In January 2024, Japanese filmmaker Yujiro Amano released a teaser trailer for a film adaptation, titled THIS MAN, that is unrelated to the Ghost House project. Billed as the first Japanese film based on a foreign urban legend, it was filmed in 2023 and released in late July 2024. It received largely negative reviews; on the review aggregator site Rotten Tomatoes, 5 of 6 critics' reviews are negative.

=== Film and television references ===
- This Man's identikit image makes brief appearances in the beginning of the 2017 South Korean film Lucid Dream.
- The 2017 Spring Special episode of the long-running Japanese horror anthology series Tales of the Unusual features a segment based on the urban legend titled "Dream Man".
- In The X-Files episode "Plus One", This Man can be seen in the upper right part of a photo of The Lone Gunmen that previously did not include him.
- The design of the title ventriloquist dummy in the episode "Freddy" from the TV anthology series Stories to Stay Awake is inspired by This Man.
- The plot of the 2023 film Dream Scenario has been compared to This Man, with reviewers speculating that it inspired the film's plot, and the meme is referenced in both the film's dialogue and in advertisements preceding its release. Despite broad similarities in their plots, the production was unrelated to the This Man film project by Bryan Bertino and Ghost House.

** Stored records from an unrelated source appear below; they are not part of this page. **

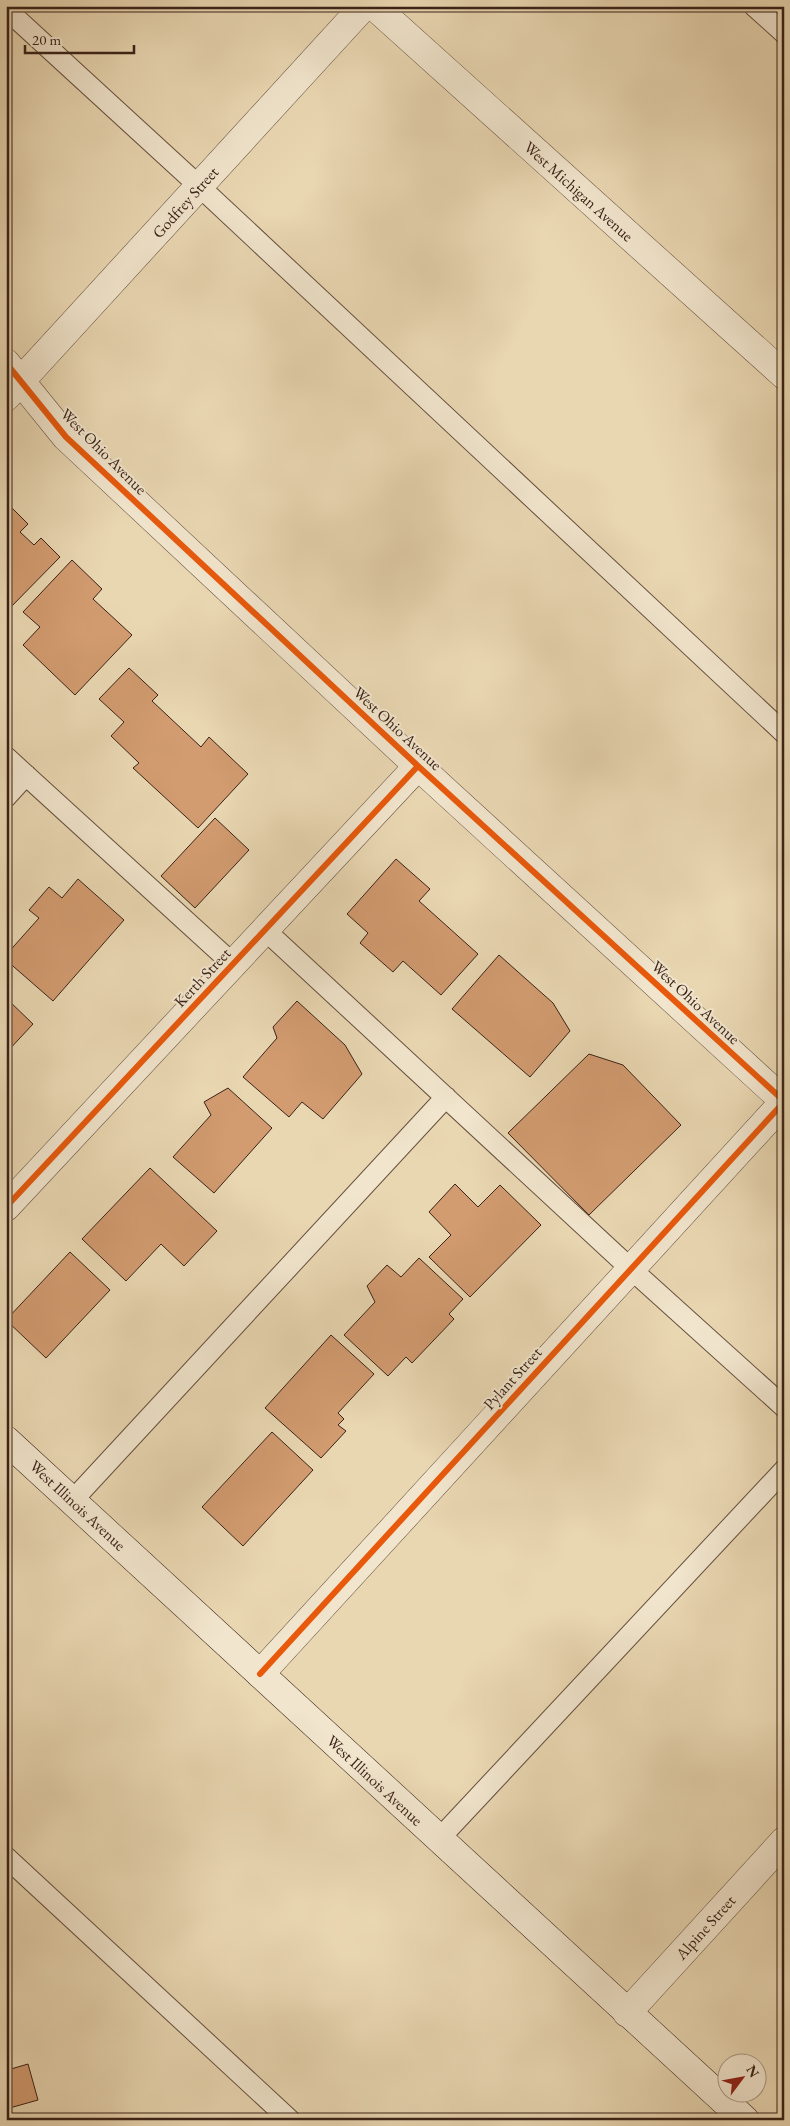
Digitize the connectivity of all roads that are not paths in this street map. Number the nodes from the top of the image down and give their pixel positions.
1 (364, 6) edge
2 (374, 6) edge
3 (754, 6) edge
4 (6, 9) edge
5 (784, 33) edge
6 (199, 186) junction
7 (784, 375) edge
8 (11, 380) edge
9 (784, 733) edge
10 (6, 756) edge
11 (418, 766) junction
12 (26, 775) junction
13 (6, 796) edge
14 (265, 930) junction
15 (233, 964) junction
16 (446, 1097) junction
17 (784, 1101) edge
18 (6, 1207) edge
19 (631, 1269) junction
20 (784, 1407) edge
21 (6, 1440) edge
22 (784, 1470) edge
23 (72, 1501) junction
24 (260, 1674) junction
25 (439, 1839) junction
26 (784, 1841) edge
27 (6, 1857) edge
28 (627, 2013) junction
29 (290, 2120) edge
30 (745, 2120) edge

1 - 6 street, Godfrey Street
2 - 7 street, West Michigan Avenue
3 - 5 lane
4 - 6 lane
6 - 8 street, Godfrey Street
6 - 9 lane
8 - 11 street, West Ohio Avenue
10 - 12 lane
11 - 14 street, Kerth Street
11 - 17 street, West Ohio Avenue
12 - 13 lane
12 - 15 lane
14 - 15 street, Kerth Street
14 - 16 lane
15 - 18 street, Kerth Street
16 - 19 lane
16 - 23 lane
17 - 19 street, Pylant Street
19 - 20 lane
19 - 24 street, Pylant Street
21 - 23 street, West Illinois Avenue
22 - 25 lane
23 - 24 street, West Illinois Avenue
24 - 25 street, West Illinois Avenue
25 - 28 street, West Illinois Avenue
26 - 28 street, Alpine Street
27 - 29 lane
28 - 30 street, West Illinois Avenue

=== Literature and comics ===

- In 2016, the internet meme inspired volume 355 of the Italian comic book series Dylan Dog, titled L'uomo dei tuoi sogni ("The man of your dreams").
- In 2018, Weekly Shōnen Magazine began running a manga based on This Man and named after the hoax. Illustrated by Kouji Megumi (illustrator of Bloody Monday) and written by Karin Sora, it follows a police officer named Hakaru Amano and his case that involves the urban legend of This Man. The first volume ran from April 25, 2018, to April 3, 2019.
- A story arc in the 2021 manga series Dandadan, published on Shōnen Jump+, features defective alien clones modelled after This Man, something acknowledged by the official "Ever Dream This Man?" website.
- A Chinese horror manhua series "Evil Museum", created by BING and published by KuaiKan Comics, features This Man in chapters 39–43.
- Chapter 3 in the 2024 manga series "The Urban Legend Files", (都市伝説先輩; Toshi Densetsu Senpai) published on Shōnen Jump+ features a character trying to have a dream about This Man.
- In 2026, issue #269 of the webcomic Bite-Sized Archie, published by Archie Comics, referenced This Man in a strip titled "That Man".

=== Online videos ===

- In 2021, "The Yard" podcast spearheaded by YouTuber and livestreamer Ludwig Ahgren launched a limited-time merchandise and social media campaign referencing This Man; with the eponymous Man replaced by Aiden McCaig, a co-host of the podcast.
- In 2023, Touhou doujin circle "Akatsuki Records" released a song titled "グッナイメア". The animated music video features people with the face of This Man.
- On June 17, 2024, Jeonghan X Wonwoo, subunit of the K-pop group SEVENTEEN, released their debut single album 'This Man' and its title track 'Last Night', whose music video presented a cinematic narrative based on this meme.
- On November 19, 2025, the K-pop group Babymonster released a music video for their song "Psycho", featuring a poster of the six members under the text "Ever Dream This Girl?", a reference to the meme.
- In 2025, Brazilian rapper and singer Matuê referenced the This Man meme in the visual identity, cover art, and promotional material for his album "XTRANHO".

=== Video games ===

- Two pixel art images of This Man appear as Easter eggs in the video game AI: The Somnium Files. The player receives an achievement if they find both images.
- The “Man in Dreams Flyer” found in the Finnish indie game Fear & Hunger 2: Termina is a direct reference to This Man, with the face of one of the game’s villains, Per’kele, in place of the original.